It's a priceless artifact that played a major role in American independence.
The 15-by-20-foot oval marquee tent that served as George Washington's headquarters is being readied for public display, helped along by two Lancaster Countians.
Virginia Whalen of Lancaster, a fabric conservator, and Alex Stadel, a 2006 Hempfield High School graduate and structural engineer, are preparing this historic artifact for its central role in the yet-to-be built Museum of the American Revolution in Philadelphia.
"It's an exciting yet daunting project, and a lot of fun," Whalen said. "I feel very fortunate to be part of it."
The tent, dubbed the "First Oval Office," was used by Washington as his headquarters and sleeping chamber from June 1775, when he took command of the Continental Army, until late 1783 after the British surrender at Yorktown.

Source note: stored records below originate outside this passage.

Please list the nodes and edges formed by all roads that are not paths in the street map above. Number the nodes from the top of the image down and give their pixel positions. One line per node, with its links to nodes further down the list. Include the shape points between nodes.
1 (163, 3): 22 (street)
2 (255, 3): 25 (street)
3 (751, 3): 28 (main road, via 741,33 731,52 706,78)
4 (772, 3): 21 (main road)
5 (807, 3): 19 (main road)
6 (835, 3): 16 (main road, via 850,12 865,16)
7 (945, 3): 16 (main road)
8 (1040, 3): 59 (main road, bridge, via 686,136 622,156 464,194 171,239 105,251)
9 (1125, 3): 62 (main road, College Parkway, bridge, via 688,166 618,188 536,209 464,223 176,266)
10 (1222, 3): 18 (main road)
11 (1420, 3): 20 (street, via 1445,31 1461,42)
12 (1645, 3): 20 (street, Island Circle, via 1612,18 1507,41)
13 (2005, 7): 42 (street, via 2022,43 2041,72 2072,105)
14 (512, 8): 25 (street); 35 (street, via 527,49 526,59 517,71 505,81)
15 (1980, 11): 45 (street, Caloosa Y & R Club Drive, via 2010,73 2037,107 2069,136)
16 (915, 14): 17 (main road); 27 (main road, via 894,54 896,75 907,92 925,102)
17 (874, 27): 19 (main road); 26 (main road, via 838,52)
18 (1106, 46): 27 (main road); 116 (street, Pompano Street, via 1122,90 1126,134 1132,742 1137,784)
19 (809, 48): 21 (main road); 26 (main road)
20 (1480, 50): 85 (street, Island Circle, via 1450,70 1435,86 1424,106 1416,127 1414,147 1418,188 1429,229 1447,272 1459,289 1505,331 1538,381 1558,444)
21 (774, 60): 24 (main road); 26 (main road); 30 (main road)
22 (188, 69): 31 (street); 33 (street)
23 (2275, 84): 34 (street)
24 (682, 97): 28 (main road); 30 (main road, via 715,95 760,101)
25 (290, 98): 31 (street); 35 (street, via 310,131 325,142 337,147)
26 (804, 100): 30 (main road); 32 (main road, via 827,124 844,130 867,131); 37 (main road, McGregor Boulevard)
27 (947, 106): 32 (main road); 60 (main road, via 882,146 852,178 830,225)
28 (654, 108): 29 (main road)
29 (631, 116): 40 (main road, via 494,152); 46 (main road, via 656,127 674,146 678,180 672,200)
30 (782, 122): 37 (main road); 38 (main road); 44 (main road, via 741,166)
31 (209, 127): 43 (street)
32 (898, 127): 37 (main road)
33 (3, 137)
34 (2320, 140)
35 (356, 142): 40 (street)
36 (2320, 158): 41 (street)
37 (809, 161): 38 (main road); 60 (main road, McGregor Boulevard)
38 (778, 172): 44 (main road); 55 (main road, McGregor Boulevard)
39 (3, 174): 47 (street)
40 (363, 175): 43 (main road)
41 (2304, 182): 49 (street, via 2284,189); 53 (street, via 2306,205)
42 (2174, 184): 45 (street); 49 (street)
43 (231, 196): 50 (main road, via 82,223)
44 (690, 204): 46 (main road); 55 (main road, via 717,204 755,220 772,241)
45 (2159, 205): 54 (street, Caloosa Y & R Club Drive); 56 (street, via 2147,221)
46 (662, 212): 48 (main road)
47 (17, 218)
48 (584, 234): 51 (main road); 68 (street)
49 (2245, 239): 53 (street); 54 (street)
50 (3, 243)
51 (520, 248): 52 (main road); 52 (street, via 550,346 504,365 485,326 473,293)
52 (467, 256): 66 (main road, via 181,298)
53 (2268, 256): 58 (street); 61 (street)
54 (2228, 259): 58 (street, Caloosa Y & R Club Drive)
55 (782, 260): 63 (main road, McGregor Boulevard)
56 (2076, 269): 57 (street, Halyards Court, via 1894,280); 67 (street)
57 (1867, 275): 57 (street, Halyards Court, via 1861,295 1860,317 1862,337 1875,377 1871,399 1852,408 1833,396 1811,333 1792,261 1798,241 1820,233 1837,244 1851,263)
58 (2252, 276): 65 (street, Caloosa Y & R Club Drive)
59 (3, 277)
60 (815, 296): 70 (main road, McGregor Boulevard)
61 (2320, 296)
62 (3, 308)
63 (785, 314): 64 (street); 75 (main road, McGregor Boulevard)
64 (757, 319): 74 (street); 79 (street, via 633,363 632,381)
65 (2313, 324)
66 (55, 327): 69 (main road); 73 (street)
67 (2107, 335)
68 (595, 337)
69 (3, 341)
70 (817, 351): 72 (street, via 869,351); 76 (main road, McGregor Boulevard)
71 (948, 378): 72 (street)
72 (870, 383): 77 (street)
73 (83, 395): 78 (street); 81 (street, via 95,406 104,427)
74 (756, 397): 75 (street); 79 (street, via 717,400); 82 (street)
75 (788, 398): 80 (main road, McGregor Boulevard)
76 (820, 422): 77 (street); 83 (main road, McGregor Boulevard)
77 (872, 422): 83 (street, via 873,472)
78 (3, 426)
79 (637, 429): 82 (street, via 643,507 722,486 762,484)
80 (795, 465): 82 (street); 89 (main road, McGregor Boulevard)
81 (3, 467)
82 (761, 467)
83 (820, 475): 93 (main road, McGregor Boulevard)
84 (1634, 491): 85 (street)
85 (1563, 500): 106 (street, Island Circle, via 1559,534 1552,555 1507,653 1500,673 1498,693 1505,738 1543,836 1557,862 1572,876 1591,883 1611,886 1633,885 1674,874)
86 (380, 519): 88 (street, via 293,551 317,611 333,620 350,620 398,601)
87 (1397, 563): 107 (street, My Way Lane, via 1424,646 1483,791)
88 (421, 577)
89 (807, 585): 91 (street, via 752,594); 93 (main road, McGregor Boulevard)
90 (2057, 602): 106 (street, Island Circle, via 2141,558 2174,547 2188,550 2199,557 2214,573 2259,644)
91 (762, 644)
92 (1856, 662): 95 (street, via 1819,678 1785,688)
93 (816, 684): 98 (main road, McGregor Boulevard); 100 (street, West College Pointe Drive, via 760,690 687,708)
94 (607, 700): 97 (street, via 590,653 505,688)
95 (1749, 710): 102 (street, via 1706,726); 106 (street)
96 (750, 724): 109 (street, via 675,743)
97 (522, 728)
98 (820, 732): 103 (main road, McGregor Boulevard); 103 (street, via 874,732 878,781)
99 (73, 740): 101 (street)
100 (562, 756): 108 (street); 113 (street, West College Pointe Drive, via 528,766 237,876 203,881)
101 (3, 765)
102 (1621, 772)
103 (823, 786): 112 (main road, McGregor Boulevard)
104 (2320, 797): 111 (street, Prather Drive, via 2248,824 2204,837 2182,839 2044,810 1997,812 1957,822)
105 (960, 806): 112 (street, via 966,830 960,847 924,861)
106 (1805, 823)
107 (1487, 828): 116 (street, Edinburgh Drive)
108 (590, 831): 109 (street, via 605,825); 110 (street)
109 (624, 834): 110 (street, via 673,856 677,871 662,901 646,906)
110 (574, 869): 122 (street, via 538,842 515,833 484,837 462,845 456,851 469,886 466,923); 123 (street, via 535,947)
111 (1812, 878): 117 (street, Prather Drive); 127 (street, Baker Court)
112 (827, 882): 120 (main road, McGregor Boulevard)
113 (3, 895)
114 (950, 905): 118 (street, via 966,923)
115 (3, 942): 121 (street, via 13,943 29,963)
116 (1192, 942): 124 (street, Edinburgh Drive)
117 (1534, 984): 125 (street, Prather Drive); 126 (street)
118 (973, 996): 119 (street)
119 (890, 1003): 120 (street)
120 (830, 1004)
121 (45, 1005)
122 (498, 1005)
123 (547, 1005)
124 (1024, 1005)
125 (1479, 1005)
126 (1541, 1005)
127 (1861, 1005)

Nine feet high the linen tent has two 5-foot-high doorways, meaning the 6-foot, 3-inch Washington had to stoop to enter or leave.
Washington not only slept here, but conducted top level strategy meetings with his officers — including the Marquis de Lafayette — and wrote letters to his family at Mount Vernon and to the Continental Congress.
After Washington's death in 1799, the carefully stored tent remained in the family until the Civil War, when it was in the possession of the Custis family, Washington's in-laws, whose stately mansion, Arlington, still stands in Arlington National Cemetery.
In 1860, this was the home of Mary Custis Lee and her husband, Robert E. Lee, who became commander of the Confederate forces in the Civil War. When they were forced by the war to leave Arlington and its possessions, everything, including the tent, fell into Federal hands. It remained there until the Custis family was able to recover their property years later.
"That's probably why it survived," Whalen said. "It was in storage."
In 1910, the tent was purchased from the Lee family for about $5,000 by the Rev. W. Herbert Burk, who started the Valley Forge Historical Society.
"Reverend Burk hoped to establish a museum to commemorate the founding of the country, and he wanted this tent as a centerpiece," said ZeeAnn Mason, vice president of the Museum of the American Revolution.
The tent will be a key exhibit once the museum, to be located at Third and Chestnut streets, opens, probably in late 2015. Currently, the site is occupied by the old visitor's center, built during the Bicentennial, which also is where the preservation work is being done. This building soon will be razed.
The problem is how to exhibit the tent, which is fragile with age, without damaging the irreplaceable artifact.
Enter Whalen, Stadel and others.
Their task was to preserve the tent and erect it in such a way that it appears to be standing on its own, while actually being supported by an inner framework invisible to the public.
"What we built was essentially a giant double umbrella," said Stadel, who works for the Philadelphia engineering firm of Keast & Hood.
The aluminum frame consists of two telescoping upright poles connected by a ridge pole. Each of the uprights has 13 telescoping ribs that are hinged so they can move up or down or left to right and be extended as needed.
"We did it that way because we initially had no idea of the tent's dimensions, so everything had to be adjustable," Stadel said.
The guide ropes appear to keep the tent upright, but they actually pass through small holes in the linen and attach to hooks on the frame.
"It gives the illusion that the tent has been pulled taut," Stadel said.
A computer model was designed to show stress points. Actual testing was done using a replica tent, or "stunt double," that was hand-sewn by the tentmakers at Historic Williamsburg.
"From that, we determined that the tent will not rip under is own weight when we put it up," Stadel said.
Washington's tent will not lie directly on the frame, but on a linen inner tent.
"We're still working on this because there was a little more stretchiness to it than we wanted, and we're trying to fine-tune the design," Whalen said.
The sub tent will fit over the frame. Then Washington's tent will be draped on top using utmost care, because it has to be done right the first time.
"Every time you move the tent or manipulate it, there's the risk of damage, so we want to keep all handling to a minimum," Whalen said.
Stadel said when he first saw the tent, he realized the historical magnitude of what he was doing.
"It is an extraordinary project," he said. "I feel honored to be a part of it."
Whalen called it a "really fascinating" project.
"It's an amazing artifact even to have survived, because it's gigantic," she said. "It's in remarkably good condition for its age and fact that it was used continually by Washington."
Mason said the museum is ""very honored" to possess such an important relic.
"It's been treasured through the ages," she said.